### Stored items
····················
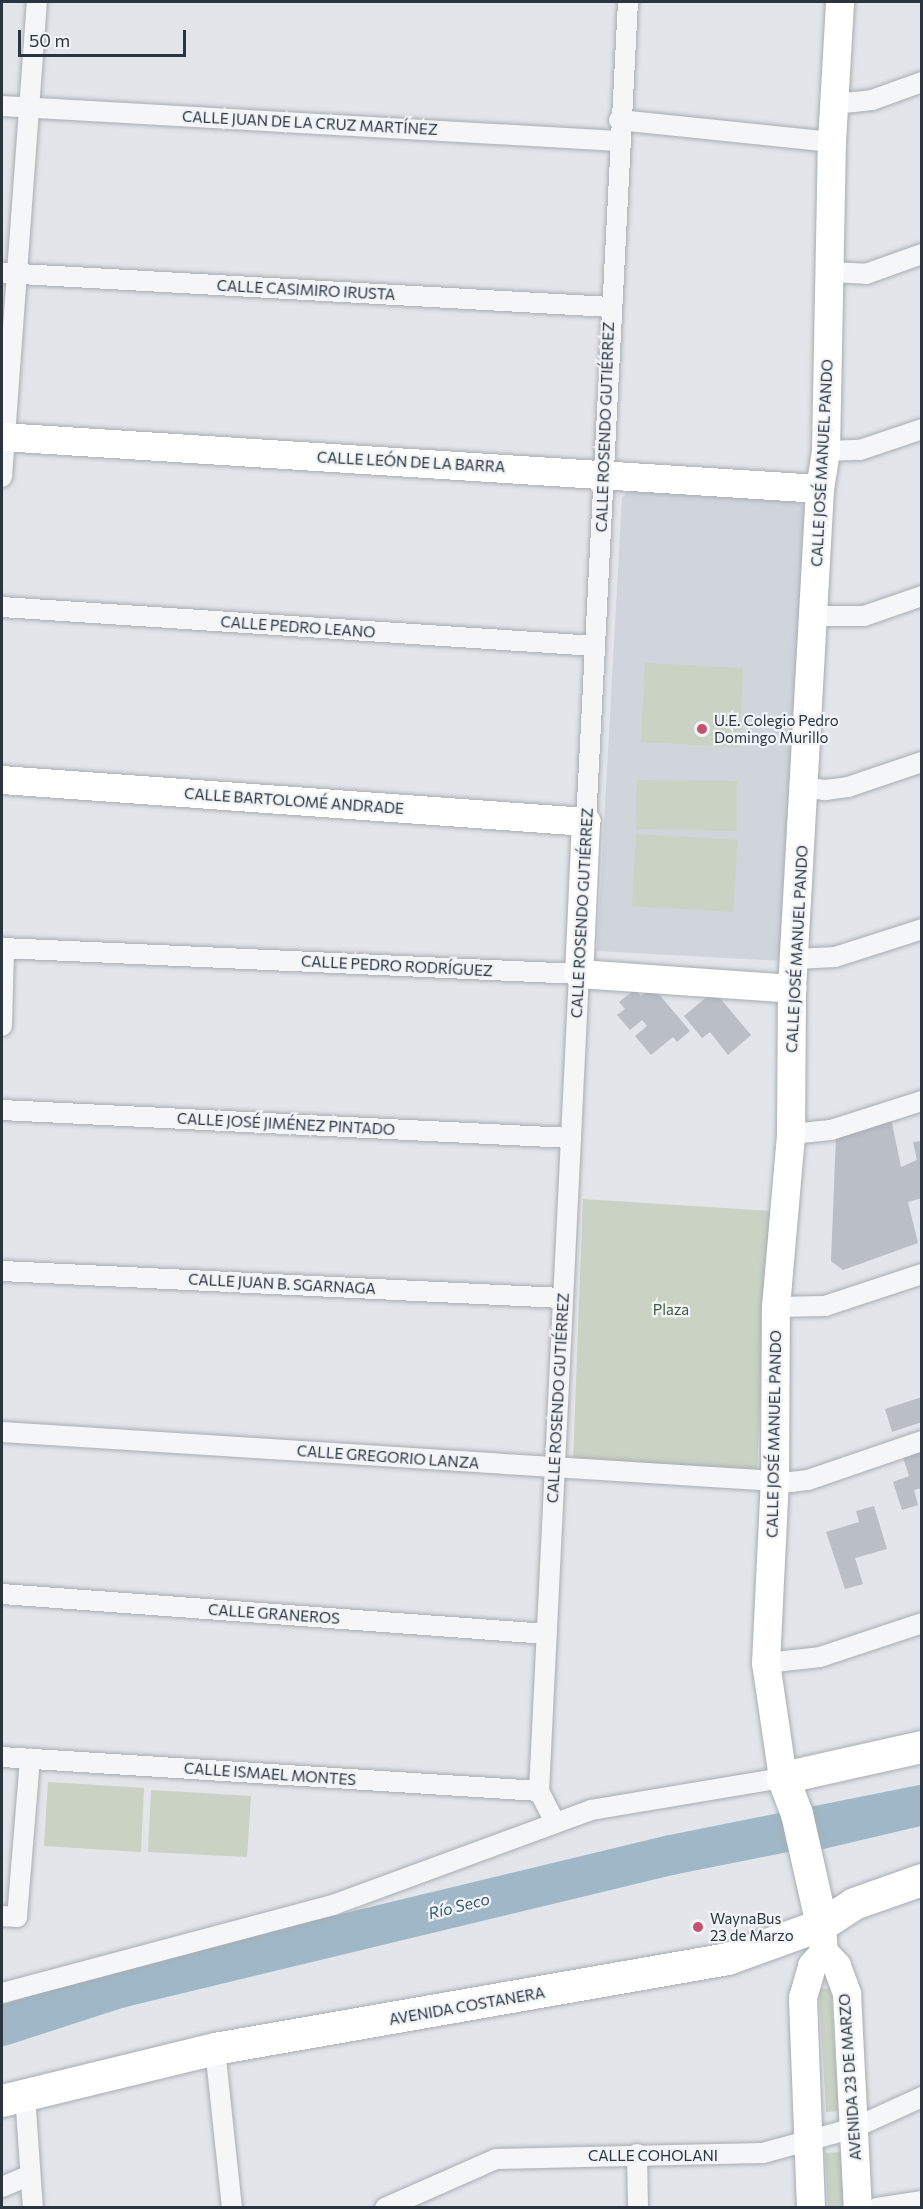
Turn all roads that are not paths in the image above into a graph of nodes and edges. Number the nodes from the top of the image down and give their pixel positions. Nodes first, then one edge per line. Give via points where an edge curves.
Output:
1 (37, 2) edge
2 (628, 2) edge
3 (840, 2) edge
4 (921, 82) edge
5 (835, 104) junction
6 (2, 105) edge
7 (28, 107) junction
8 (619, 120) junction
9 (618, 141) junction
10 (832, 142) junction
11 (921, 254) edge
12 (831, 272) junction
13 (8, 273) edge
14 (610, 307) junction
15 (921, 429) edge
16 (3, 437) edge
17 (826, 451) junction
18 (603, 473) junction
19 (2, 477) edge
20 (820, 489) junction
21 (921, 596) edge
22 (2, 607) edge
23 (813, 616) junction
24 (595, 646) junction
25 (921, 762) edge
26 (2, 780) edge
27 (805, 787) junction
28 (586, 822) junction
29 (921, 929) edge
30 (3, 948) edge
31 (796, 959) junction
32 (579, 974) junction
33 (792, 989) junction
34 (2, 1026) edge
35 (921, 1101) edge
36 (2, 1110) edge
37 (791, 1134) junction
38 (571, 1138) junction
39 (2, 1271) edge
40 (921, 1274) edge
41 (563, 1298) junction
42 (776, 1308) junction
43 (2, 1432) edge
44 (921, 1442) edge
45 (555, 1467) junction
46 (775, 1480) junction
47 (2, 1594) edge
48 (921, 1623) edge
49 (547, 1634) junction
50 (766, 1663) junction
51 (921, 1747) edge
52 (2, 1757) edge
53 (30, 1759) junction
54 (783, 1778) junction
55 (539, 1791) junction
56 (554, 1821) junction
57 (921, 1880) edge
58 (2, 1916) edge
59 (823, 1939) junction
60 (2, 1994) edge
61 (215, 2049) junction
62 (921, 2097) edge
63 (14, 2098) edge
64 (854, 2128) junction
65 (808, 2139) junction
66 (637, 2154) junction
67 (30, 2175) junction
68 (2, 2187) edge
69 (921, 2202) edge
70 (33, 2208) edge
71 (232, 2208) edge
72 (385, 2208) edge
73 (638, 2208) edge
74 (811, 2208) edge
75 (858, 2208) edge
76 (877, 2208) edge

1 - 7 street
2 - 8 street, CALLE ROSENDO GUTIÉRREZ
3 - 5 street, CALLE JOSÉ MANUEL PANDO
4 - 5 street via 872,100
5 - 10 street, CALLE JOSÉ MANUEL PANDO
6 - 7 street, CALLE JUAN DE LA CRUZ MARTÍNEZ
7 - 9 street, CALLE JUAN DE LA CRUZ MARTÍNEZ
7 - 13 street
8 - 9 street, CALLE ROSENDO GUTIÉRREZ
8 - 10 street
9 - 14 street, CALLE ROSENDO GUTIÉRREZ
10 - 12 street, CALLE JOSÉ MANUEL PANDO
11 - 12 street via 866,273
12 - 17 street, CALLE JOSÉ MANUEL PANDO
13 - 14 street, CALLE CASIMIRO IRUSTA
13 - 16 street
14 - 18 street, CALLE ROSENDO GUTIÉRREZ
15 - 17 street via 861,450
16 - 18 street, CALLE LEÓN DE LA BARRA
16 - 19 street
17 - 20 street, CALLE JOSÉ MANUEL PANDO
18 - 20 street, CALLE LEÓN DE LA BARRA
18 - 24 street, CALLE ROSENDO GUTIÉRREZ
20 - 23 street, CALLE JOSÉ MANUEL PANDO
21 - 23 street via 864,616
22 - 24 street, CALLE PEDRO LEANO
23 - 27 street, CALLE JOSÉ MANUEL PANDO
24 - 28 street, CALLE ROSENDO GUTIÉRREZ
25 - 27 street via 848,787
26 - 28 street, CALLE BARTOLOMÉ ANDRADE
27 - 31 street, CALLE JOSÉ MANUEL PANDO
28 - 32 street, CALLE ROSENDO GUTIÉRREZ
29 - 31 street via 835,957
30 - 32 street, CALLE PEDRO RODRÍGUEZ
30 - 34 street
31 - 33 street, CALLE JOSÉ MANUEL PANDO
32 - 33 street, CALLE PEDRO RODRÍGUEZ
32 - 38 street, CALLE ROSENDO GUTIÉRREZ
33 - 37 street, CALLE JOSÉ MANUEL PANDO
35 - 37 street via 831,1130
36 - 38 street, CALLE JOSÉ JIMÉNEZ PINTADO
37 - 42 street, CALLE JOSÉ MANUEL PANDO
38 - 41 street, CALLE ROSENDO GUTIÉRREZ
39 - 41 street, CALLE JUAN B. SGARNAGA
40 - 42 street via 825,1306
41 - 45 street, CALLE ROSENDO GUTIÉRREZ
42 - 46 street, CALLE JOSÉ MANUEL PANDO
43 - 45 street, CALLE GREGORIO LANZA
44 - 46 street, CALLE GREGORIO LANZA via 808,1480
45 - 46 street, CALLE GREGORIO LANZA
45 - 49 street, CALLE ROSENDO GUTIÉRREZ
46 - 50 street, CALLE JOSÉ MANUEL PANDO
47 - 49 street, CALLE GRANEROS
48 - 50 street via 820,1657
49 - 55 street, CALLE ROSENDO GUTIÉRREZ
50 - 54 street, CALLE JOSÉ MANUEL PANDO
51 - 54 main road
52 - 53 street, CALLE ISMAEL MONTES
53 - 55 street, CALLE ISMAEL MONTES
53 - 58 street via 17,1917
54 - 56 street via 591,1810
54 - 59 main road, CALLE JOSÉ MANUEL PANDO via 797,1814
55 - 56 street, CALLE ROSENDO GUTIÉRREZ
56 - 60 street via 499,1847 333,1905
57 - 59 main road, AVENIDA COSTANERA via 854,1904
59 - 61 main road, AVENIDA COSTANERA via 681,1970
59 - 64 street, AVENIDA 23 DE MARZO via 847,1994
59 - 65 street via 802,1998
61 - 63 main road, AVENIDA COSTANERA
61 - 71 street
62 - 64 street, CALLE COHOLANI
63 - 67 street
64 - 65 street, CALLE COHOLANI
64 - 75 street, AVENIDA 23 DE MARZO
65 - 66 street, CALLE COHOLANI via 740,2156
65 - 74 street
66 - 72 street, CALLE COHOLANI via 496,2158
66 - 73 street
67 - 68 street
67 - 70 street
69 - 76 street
····················
### Work instructions
Would you copy every entry exactly as it stands, leaving out the pictures?

### Written response
Turn all roads that are not paths in the image above into a graph of nodes and edges. Number the nodes from the top of the image down and give their pixel positions. Nodes first, then one edge per line. Give via points where an edge curves.
Output:
1 (37, 2) edge
2 (628, 2) edge
3 (840, 2) edge
4 (921, 82) edge
5 (835, 104) junction
6 (2, 105) edge
7 (28, 107) junction
8 (619, 120) junction
9 (618, 141) junction
10 (832, 142) junction
11 (921, 254) edge
12 (831, 272) junction
13 (8, 273) edge
14 (610, 307) junction
15 (921, 429) edge
16 (3, 437) edge
17 (826, 451) junction
18 (603, 473) junction
19 (2, 477) edge
20 (820, 489) junction
21 (921, 596) edge
22 (2, 607) edge
23 (813, 616) junction
24 (595, 646) junction
25 (921, 762) edge
26 (2, 780) edge
27 (805, 787) junction
28 (586, 822) junction
29 (921, 929) edge
30 (3, 948) edge
31 (796, 959) junction
32 (579, 974) junction
33 (792, 989) junction
34 (2, 1026) edge
35 (921, 1101) edge
36 (2, 1110) edge
37 (791, 1134) junction
38 (571, 1138) junction
39 (2, 1271) edge
40 (921, 1274) edge
41 (563, 1298) junction
42 (776, 1308) junction
43 (2, 1432) edge
44 (921, 1442) edge
45 (555, 1467) junction
46 (775, 1480) junction
47 (2, 1594) edge
48 (921, 1623) edge
49 (547, 1634) junction
50 (766, 1663) junction
51 (921, 1747) edge
52 (2, 1757) edge
53 (30, 1759) junction
54 (783, 1778) junction
55 (539, 1791) junction
56 (554, 1821) junction
57 (921, 1880) edge
58 (2, 1916) edge
59 (823, 1939) junction
60 (2, 1994) edge
61 (215, 2049) junction
62 (921, 2097) edge
63 (14, 2098) edge
64 (854, 2128) junction
65 (808, 2139) junction
66 (637, 2154) junction
67 (30, 2175) junction
68 (2, 2187) edge
69 (921, 2202) edge
70 (33, 2208) edge
71 (232, 2208) edge
72 (385, 2208) edge
73 (638, 2208) edge
74 (811, 2208) edge
75 (858, 2208) edge
76 (877, 2208) edge

1 - 7 street
2 - 8 street, CALLE ROSENDO GUTIÉRREZ
3 - 5 street, CALLE JOSÉ MANUEL PANDO
4 - 5 street via 872,100
5 - 10 street, CALLE JOSÉ MANUEL PANDO
6 - 7 street, CALLE JUAN DE LA CRUZ MARTÍNEZ
7 - 9 street, CALLE JUAN DE LA CRUZ MARTÍNEZ
7 - 13 street
8 - 9 street, CALLE ROSENDO GUTIÉRREZ
8 - 10 street
9 - 14 street, CALLE ROSENDO GUTIÉRREZ
10 - 12 street, CALLE JOSÉ MANUEL PANDO
11 - 12 street via 866,273
12 - 17 street, CALLE JOSÉ MANUEL PANDO
13 - 14 street, CALLE CASIMIRO IRUSTA
13 - 16 street
14 - 18 street, CALLE ROSENDO GUTIÉRREZ
15 - 17 street via 861,450
16 - 18 street, CALLE LEÓN DE LA BARRA
16 - 19 street
17 - 20 street, CALLE JOSÉ MANUEL PANDO
18 - 20 street, CALLE LEÓN DE LA BARRA
18 - 24 street, CALLE ROSENDO GUTIÉRREZ
20 - 23 street, CALLE JOSÉ MANUEL PANDO
21 - 23 street via 864,616
22 - 24 street, CALLE PEDRO LEANO
23 - 27 street, CALLE JOSÉ MANUEL PANDO
24 - 28 street, CALLE ROSENDO GUTIÉRREZ
25 - 27 street via 848,787
26 - 28 street, CALLE BARTOLOMÉ ANDRADE
27 - 31 street, CALLE JOSÉ MANUEL PANDO
28 - 32 street, CALLE ROSENDO GUTIÉRREZ
29 - 31 street via 835,957
30 - 32 street, CALLE PEDRO RODRÍGUEZ
30 - 34 street
31 - 33 street, CALLE JOSÉ MANUEL PANDO
32 - 33 street, CALLE PEDRO RODRÍGUEZ
32 - 38 street, CALLE ROSENDO GUTIÉRREZ
33 - 37 street, CALLE JOSÉ MANUEL PANDO
35 - 37 street via 831,1130
36 - 38 street, CALLE JOSÉ JIMÉNEZ PINTADO
37 - 42 street, CALLE JOSÉ MANUEL PANDO
38 - 41 street, CALLE ROSENDO GUTIÉRREZ
39 - 41 street, CALLE JUAN B. SGARNAGA
40 - 42 street via 825,1306
41 - 45 street, CALLE ROSENDO GUTIÉRREZ
42 - 46 street, CALLE JOSÉ MANUEL PANDO
43 - 45 street, CALLE GREGORIO LANZA
44 - 46 street, CALLE GREGORIO LANZA via 808,1480
45 - 46 street, CALLE GREGORIO LANZA
45 - 49 street, CALLE ROSENDO GUTIÉRREZ
46 - 50 street, CALLE JOSÉ MANUEL PANDO
47 - 49 street, CALLE GRANEROS
48 - 50 street via 820,1657
49 - 55 street, CALLE ROSENDO GUTIÉRREZ
50 - 54 street, CALLE JOSÉ MANUEL PANDO
51 - 54 main road
52 - 53 street, CALLE ISMAEL MONTES
53 - 55 street, CALLE ISMAEL MONTES
53 - 58 street via 17,1917
54 - 56 street via 591,1810
54 - 59 main road, CALLE JOSÉ MANUEL PANDO via 797,1814
55 - 56 street, CALLE ROSENDO GUTIÉRREZ
56 - 60 street via 499,1847 333,1905
57 - 59 main road, AVENIDA COSTANERA via 854,1904
59 - 61 main road, AVENIDA COSTANERA via 681,1970
59 - 64 street, AVENIDA 23 DE MARZO via 847,1994
59 - 65 street via 802,1998
61 - 63 main road, AVENIDA COSTANERA
61 - 71 street
62 - 64 street, CALLE COHOLANI
63 - 67 street
64 - 65 street, CALLE COHOLANI
64 - 75 street, AVENIDA 23 DE MARZO
65 - 66 street, CALLE COHOLANI via 740,2156
65 - 74 street
66 - 72 street, CALLE COHOLANI via 496,2158
66 - 73 street
67 - 68 street
67 - 70 street
69 - 76 street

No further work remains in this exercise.